*Data extracts:*
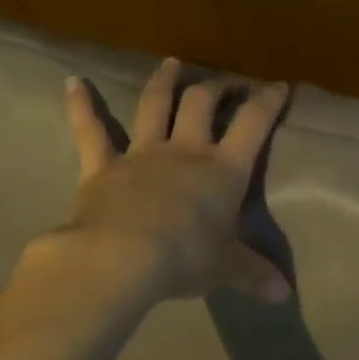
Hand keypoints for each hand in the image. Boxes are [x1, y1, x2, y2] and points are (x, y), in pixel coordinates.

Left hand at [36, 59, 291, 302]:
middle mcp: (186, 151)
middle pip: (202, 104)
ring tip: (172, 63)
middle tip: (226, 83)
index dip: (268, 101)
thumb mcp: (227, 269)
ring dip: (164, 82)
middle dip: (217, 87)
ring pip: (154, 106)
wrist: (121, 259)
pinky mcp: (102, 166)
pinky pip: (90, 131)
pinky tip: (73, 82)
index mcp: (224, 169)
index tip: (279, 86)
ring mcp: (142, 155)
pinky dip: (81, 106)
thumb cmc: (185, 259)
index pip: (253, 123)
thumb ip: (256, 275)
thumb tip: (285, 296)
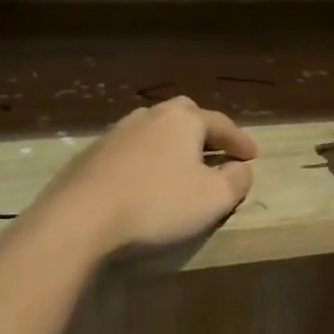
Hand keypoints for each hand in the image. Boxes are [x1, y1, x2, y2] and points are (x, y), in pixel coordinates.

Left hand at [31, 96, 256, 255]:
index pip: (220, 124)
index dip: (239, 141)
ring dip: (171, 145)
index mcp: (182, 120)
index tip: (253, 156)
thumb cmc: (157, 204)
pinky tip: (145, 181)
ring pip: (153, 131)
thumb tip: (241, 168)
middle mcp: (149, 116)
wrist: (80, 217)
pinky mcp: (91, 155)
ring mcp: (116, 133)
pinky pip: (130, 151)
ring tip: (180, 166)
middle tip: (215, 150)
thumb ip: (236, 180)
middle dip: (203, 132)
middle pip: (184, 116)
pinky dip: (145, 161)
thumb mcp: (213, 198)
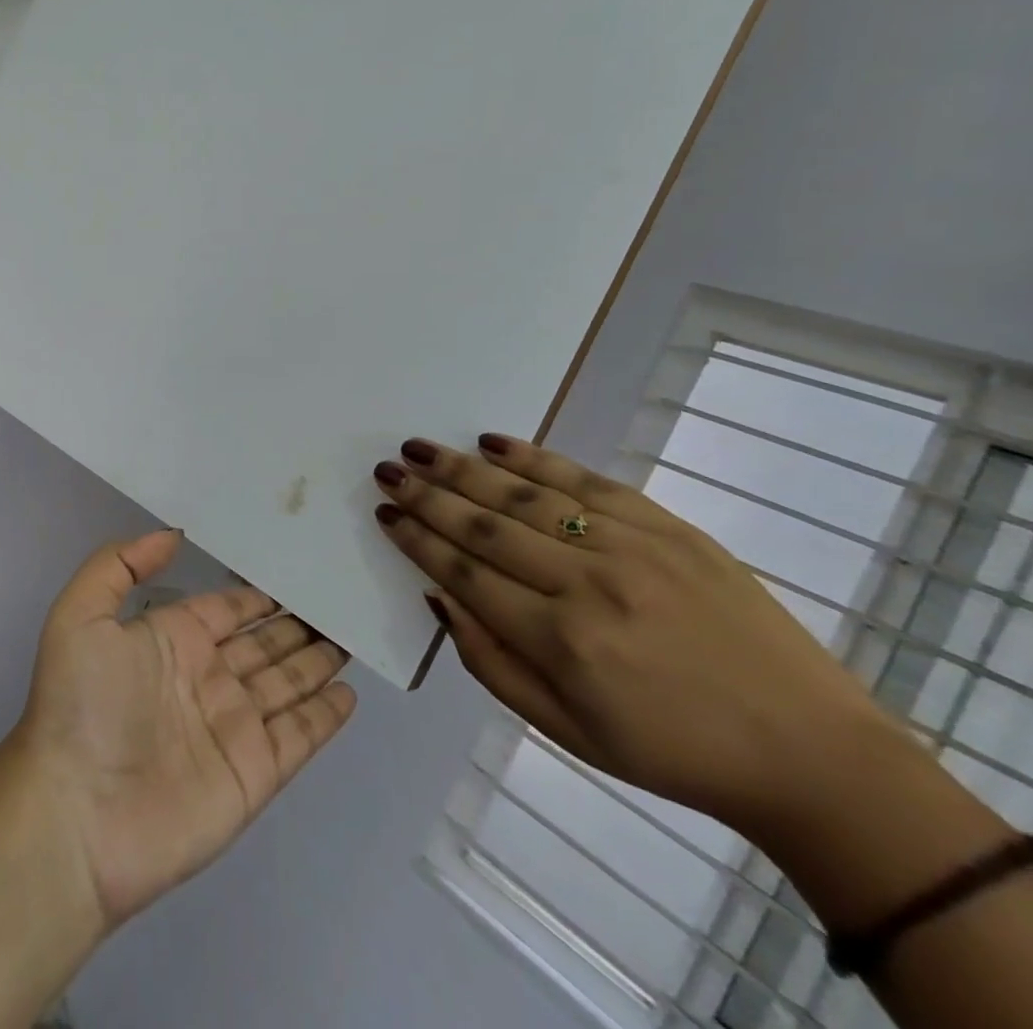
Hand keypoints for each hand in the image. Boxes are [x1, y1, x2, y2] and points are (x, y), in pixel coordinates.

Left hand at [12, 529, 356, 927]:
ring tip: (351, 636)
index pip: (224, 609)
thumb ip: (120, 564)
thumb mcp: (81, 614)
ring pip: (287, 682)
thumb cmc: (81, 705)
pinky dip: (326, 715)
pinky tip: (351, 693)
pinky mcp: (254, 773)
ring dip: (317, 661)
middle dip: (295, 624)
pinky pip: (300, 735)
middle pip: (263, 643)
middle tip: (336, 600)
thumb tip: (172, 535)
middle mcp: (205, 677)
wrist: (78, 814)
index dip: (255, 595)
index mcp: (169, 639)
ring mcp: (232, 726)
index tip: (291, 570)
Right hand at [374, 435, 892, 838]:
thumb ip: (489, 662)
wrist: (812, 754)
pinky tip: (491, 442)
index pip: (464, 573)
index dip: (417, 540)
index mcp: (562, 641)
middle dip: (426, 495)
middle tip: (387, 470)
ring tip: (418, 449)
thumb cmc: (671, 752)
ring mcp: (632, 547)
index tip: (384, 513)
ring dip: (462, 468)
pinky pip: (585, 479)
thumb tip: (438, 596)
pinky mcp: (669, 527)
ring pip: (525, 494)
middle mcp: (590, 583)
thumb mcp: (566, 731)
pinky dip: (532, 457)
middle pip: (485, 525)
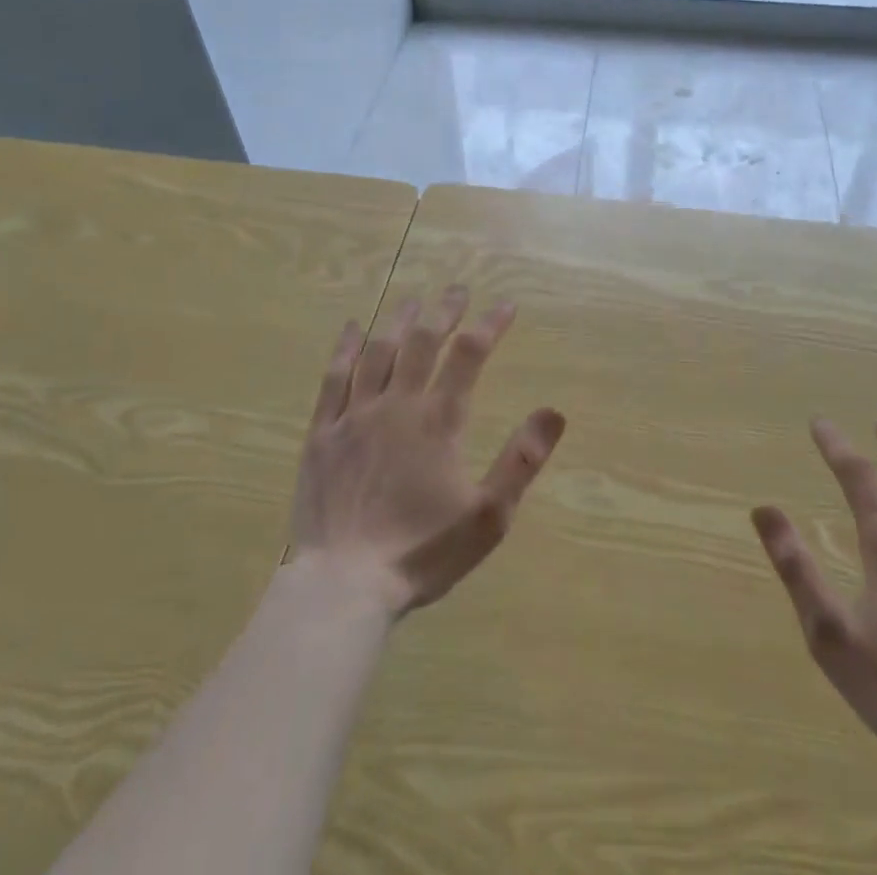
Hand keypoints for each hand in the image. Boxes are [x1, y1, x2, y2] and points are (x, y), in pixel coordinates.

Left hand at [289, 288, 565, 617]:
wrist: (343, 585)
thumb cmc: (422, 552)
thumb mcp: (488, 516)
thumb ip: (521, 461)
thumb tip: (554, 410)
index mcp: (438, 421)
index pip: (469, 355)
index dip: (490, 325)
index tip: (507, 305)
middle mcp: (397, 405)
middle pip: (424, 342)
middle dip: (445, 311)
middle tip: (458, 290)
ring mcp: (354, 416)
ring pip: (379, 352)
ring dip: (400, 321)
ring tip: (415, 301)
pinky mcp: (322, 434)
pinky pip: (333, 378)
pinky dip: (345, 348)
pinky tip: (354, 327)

---

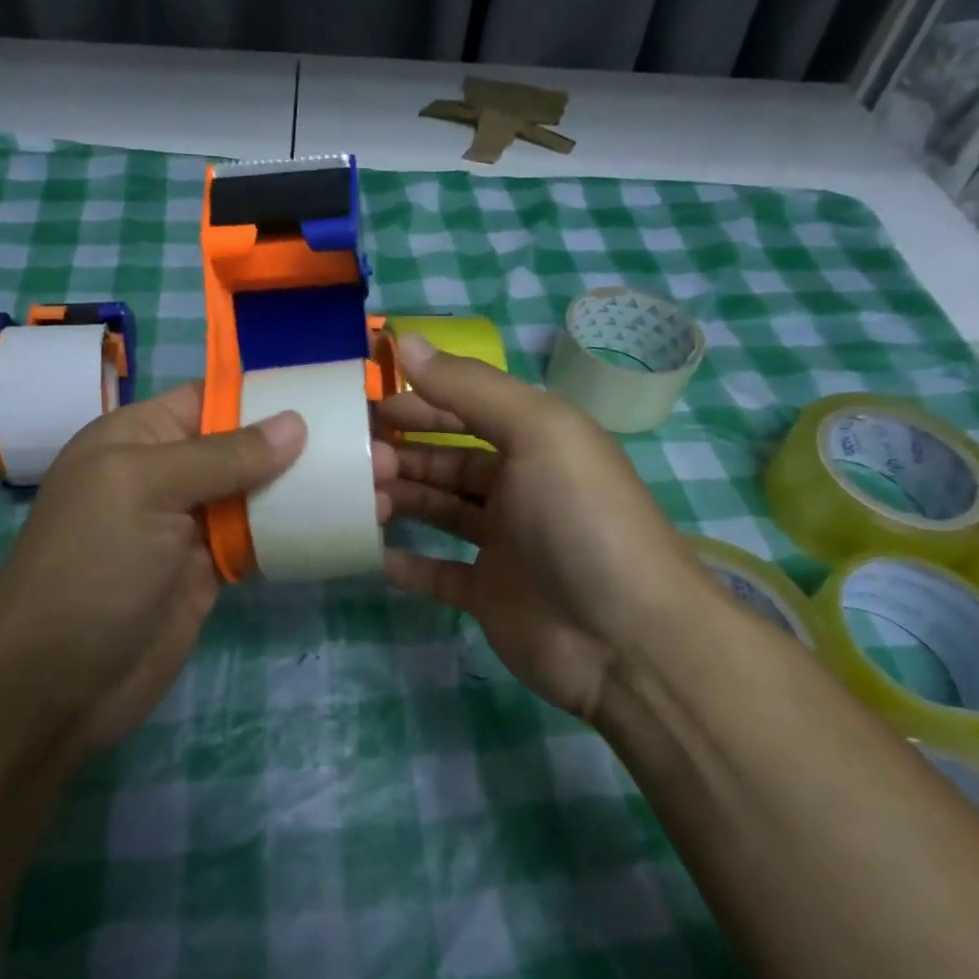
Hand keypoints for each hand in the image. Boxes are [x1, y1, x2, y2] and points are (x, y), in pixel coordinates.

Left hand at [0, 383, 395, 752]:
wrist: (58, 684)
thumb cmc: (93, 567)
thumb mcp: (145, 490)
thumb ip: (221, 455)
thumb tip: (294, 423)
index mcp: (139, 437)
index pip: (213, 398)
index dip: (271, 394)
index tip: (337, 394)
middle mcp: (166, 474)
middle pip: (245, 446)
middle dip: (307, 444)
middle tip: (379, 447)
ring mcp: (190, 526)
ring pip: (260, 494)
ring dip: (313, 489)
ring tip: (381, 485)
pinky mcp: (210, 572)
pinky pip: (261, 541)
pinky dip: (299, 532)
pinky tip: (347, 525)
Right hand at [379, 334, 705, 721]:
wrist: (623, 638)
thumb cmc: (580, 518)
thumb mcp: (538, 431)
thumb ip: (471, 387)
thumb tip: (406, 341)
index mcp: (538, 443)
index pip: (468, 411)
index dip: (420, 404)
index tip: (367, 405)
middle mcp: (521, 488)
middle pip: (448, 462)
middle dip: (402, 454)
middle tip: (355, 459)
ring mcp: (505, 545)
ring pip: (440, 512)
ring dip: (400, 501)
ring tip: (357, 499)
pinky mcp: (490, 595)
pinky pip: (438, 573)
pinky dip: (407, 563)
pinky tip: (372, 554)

*Description of the task:* Copy out the lines of the data where the string "Left" occurs.

*Task solution:*
Left hand at [36, 59, 291, 302]:
Left hand at [31, 96, 256, 255]:
Left hand at [12, 529, 356, 927]:
Left hand at [289, 288, 565, 617]:
Left hand at [0, 383, 395, 752]:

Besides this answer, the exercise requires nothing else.